Bryan F. Mitchell, a U of A researcher in the departments of obstetrics and gynecology and physiology, is also part of the research team, along with researchers from the University of Montreal, the University of Lethbridge, the University of Adelaide and the Second Military Medical University in Shanghai.
The group received funding from the Preventing Preterm Birth Initiative, a Grand Challenge in Global Health administered by the Global Alliance to Prevent Prematurity and Stillbirth, an initiative of Seattle Children’s. The program seeks to discover biological mechanisms that lead to preterm birth and develop novel interventions to prevent them. In total, there were 320 applications from 50 countries and five were selected to receive funding.
Team members from Montreal are developing an inexpensive medication to prevent preterm birth. Other members in Australia, Shanghai and Alberta will test the effectiveness of the drug on animal lab models. Preliminary testing of the drugs in some animal lab models has already shown the medication is effective.

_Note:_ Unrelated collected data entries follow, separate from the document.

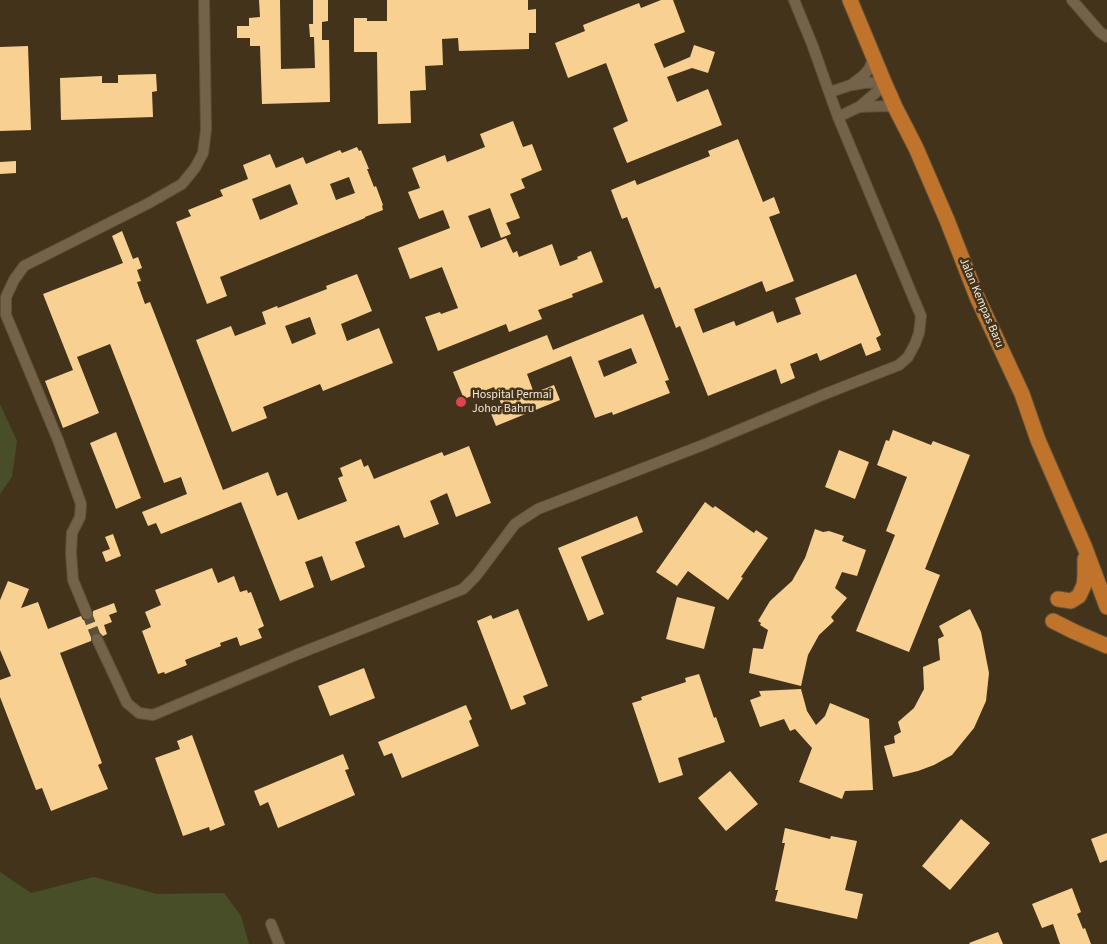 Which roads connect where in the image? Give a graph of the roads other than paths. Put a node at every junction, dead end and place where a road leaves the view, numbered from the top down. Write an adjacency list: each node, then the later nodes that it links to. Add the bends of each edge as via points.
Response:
1 (204, 0): 16 (street, via 206,130 203,154 195,168 182,184 149,203 24,266 6,297 6,315 81,504 80,517 72,533 71,553 73,580)
2 (794, 0): 9 (street)
3 (850, 0): 6 (main road, Jalan Kempas Baru)
4 (1072, 0): 5 (street)
5 (1107, 37)
6 (874, 56): 7 (main road, Jalan Kempas Baru); 8 (street, via 869,69)
7 (885, 84): 8 (street); 10 (street); 11 (main road, Jalan Kempas Baru)
8 (851, 85): 9 (street)
9 (830, 92): 12 (street)
10 (859, 107): 11 (street); 12 (street)
11 (894, 107): 13 (main road, Jalan Kempas Baru, via 916,148)
12 (838, 117): 18 (street, via 921,316 915,344 899,365 538,509 516,524 463,589 153,715 138,713 127,703)
13 (1085, 548): 14 (main road, via 1084,585 1079,596 1071,601); 15 (main road, Jalan Kempas Baru)
14 (1058, 599)
15 (1107, 607)
16 (87, 614)
17 (1053, 621): 19 (main road)
18 (96, 639)
19 (1107, 646)
20 (271, 924): 21 (street)
21 (279, 944)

The medication currently being developed would be very inexpensive to produce—just $1 or $2 per day per patient. Considering preterm birth is a worldwide problem, and occurs at high rates in developing countries, the drug would be affordable everywhere.
“We are excited about the potential of Dr. Olson’s research to translate directly to helping prevent preterm birth around the world,” said Craig Rubens, executive director of GAPPS. “His interdisciplinary team of experts and collaborative research approach will make important advances toward solving this global health crisis.”
Worldwide, there are 135 million births a year, of which slightly more than 10 per cent are preterm. Of those 15 million preterm births a year, about one million babies will die.
Alberta has the highest rate of premature birth in Canada, at 8.7 per cent—higher than the national average of 7.7 per cent, notes Olson. The costs associated with preterm births in Canada are tens of billions a year. The preterm birth rate in the United States is much higher, at 12 per cent.
“Our goal is modest, I think,” says Olson. “If we could change the preterm birth rate by just one per cent in North America, there would be healthier babies and happier families, and billions of dollars would be saved each year. The benefits would be huge.”